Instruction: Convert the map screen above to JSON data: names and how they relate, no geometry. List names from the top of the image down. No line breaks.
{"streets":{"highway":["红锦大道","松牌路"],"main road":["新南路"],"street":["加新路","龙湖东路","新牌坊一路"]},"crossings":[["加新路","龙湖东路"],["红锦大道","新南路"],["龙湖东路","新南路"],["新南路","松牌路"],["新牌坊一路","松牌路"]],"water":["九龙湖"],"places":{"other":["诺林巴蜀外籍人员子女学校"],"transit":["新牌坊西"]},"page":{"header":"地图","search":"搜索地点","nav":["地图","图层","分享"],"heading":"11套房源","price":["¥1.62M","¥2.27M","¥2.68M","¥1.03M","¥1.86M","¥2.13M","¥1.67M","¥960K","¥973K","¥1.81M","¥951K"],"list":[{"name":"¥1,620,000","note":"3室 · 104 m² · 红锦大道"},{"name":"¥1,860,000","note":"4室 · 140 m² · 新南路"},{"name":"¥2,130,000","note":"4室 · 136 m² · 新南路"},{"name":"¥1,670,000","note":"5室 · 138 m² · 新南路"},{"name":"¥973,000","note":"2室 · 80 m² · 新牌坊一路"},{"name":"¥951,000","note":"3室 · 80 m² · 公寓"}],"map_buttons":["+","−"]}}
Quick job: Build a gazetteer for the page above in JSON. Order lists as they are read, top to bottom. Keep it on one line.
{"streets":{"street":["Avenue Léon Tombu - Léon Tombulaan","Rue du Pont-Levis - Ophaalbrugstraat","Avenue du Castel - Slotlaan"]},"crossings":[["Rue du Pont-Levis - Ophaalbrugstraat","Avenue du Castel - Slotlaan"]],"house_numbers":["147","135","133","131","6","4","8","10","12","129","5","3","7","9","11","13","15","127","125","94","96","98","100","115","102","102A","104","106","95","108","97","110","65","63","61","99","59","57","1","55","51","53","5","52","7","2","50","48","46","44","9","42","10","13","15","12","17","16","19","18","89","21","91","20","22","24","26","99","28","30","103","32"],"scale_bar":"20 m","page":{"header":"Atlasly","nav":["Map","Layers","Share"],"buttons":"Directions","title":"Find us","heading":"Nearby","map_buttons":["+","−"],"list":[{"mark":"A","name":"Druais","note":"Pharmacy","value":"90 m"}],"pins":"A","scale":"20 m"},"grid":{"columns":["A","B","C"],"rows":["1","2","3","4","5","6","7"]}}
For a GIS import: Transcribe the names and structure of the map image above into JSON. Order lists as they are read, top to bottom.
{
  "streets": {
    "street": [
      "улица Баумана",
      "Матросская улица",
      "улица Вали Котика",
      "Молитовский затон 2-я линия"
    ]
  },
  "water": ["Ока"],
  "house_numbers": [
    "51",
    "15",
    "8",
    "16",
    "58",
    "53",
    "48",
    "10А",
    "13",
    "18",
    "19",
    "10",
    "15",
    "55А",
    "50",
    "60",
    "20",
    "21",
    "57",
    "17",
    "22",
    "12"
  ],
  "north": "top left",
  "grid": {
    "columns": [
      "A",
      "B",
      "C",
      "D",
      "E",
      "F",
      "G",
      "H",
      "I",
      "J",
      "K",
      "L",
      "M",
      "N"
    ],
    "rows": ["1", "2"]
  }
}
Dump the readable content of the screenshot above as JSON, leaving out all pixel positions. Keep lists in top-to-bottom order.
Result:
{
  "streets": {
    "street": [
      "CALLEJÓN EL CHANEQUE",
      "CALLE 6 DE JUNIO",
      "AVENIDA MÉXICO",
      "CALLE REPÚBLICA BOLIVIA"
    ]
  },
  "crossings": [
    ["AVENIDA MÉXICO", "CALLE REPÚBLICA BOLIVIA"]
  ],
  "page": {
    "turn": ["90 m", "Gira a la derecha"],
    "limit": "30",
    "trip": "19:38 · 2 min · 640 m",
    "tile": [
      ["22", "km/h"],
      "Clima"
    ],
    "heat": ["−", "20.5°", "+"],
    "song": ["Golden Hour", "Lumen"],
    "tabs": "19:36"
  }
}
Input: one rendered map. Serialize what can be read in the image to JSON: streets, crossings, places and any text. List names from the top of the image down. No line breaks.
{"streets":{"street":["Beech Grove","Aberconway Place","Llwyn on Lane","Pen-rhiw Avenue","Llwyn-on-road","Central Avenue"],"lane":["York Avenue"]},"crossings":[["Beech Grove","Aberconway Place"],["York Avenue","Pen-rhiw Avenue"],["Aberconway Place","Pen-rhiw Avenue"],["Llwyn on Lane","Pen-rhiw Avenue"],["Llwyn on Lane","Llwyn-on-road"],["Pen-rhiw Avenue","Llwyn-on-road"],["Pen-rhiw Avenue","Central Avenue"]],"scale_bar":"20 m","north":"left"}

:::::

▶ **WORK ITEM**
Every line of the data must be written out again word for word.

▶ **PROBLEM SOLUTION**
Instruction: Convert the map screen above to JSON data: names and how they relate, no geometry. List names from the top of the image down. No line breaks.
{"streets":{"highway":["红锦大道","松牌路"],"main road":["新南路"],"street":["加新路","龙湖东路","新牌坊一路"]},"crossings":[["加新路","龙湖东路"],["红锦大道","新南路"],["龙湖东路","新南路"],["新南路","松牌路"],["新牌坊一路","松牌路"]],"water":["九龙湖"],"places":{"other":["诺林巴蜀外籍人员子女学校"],"transit":["新牌坊西"]},"page":{"header":"地图","search":"搜索地点","nav":["地图","图层","分享"],"heading":"11套房源","price":["¥1.62M","¥2.27M","¥2.68M","¥1.03M","¥1.86M","¥2.13M","¥1.67M","¥960K","¥973K","¥1.81M","¥951K"],"list":[{"name":"¥1,620,000","note":"3室 · 104 m² · 红锦大道"},{"name":"¥1,860,000","note":"4室 · 140 m² · 新南路"},{"name":"¥2,130,000","note":"4室 · 136 m² · 新南路"},{"name":"¥1,670,000","note":"5室 · 138 m² · 新南路"},{"name":"¥973,000","note":"2室 · 80 m² · 新牌坊一路"},{"name":"¥951,000","note":"3室 · 80 m² · 公寓"}],"map_buttons":["+","−"]}}
Quick job: Build a gazetteer for the page above in JSON. Order lists as they are read, top to bottom. Keep it on one line.
{"streets":{"street":["Avenue Léon Tombu - Léon Tombulaan","Rue du Pont-Levis - Ophaalbrugstraat","Avenue du Castel - Slotlaan"]},"crossings":[["Rue du Pont-Levis - Ophaalbrugstraat","Avenue du Castel - Slotlaan"]],"house_numbers":["147","135","133","131","6","4","8","10","12","129","5","3","7","9","11","13","15","127","125","94","96","98","100","115","102","102A","104","106","95","108","97","110","65","63","61","99","59","57","1","55","51","53","5","52","7","2","50","48","46","44","9","42","10","13","15","12","17","16","19","18","89","21","91","20","22","24","26","99","28","30","103","32"],"scale_bar":"20 m","page":{"header":"Atlasly","nav":["Map","Layers","Share"],"buttons":"Directions","title":"Find us","heading":"Nearby","map_buttons":["+","−"],"list":[{"mark":"A","name":"Druais","note":"Pharmacy","value":"90 m"}],"pins":"A","scale":"20 m"},"grid":{"columns":["A","B","C"],"rows":["1","2","3","4","5","6","7"]}}
For a GIS import: Transcribe the names and structure of the map image above into JSON. Order lists as they are read, top to bottom.
{
  "streets": {
    "street": [
      "улица Баумана",
      "Матросская улица",
      "улица Вали Котика",
      "Молитовский затон 2-я линия"
    ]
  },
  "water": ["Ока"],
  "house_numbers": [
    "51",
    "15",
    "8",
    "16",
    "58",
    "53",
    "48",
    "10А",
    "13",
    "18",
    "19",
    "10",
    "15",
    "55А",
    "50",
    "60",
    "20",
    "21",
    "57",
    "17",
    "22",
    "12"
  ],
  "north": "top left",
  "grid": {
    "columns": [
      "A",
      "B",
      "C",
      "D",
      "E",
      "F",
      "G",
      "H",
      "I",
      "J",
      "K",
      "L",
      "M",
      "N"
    ],
    "rows": ["1", "2"]
  }
}
Dump the readable content of the screenshot above as JSON, leaving out all pixel positions. Keep lists in top-to-bottom order.
Result:
{
  "streets": {
    "street": [
      "CALLEJÓN EL CHANEQUE",
      "CALLE 6 DE JUNIO",
      "AVENIDA MÉXICO",
      "CALLE REPÚBLICA BOLIVIA"
    ]
  },
  "crossings": [
    ["AVENIDA MÉXICO", "CALLE REPÚBLICA BOLIVIA"]
  ],
  "page": {
    "turn": ["90 m", "Gira a la derecha"],
    "limit": "30",
    "trip": "19:38 · 2 min · 640 m",
    "tile": [
      ["22", "km/h"],
      "Clima"
    ],
    "heat": ["−", "20.5°", "+"],
    "song": ["Golden Hour", "Lumen"],
    "tabs": "19:36"
  }
}
Input: one rendered map. Serialize what can be read in the image to JSON: streets, crossings, places and any text. List names from the top of the image down. No line breaks.
{"streets":{"street":["Beech Grove","Aberconway Place","Llwyn on Lane","Pen-rhiw Avenue","Llwyn-on-road","Central Avenue"],"lane":["York Avenue"]},"crossings":[["Beech Grove","Aberconway Place"],["York Avenue","Pen-rhiw Avenue"],["Aberconway Place","Pen-rhiw Avenue"],["Llwyn on Lane","Pen-rhiw Avenue"],["Llwyn on Lane","Llwyn-on-road"],["Pen-rhiw Avenue","Llwyn-on-road"],["Pen-rhiw Avenue","Central Avenue"]],"scale_bar":"20 m","north":"left"}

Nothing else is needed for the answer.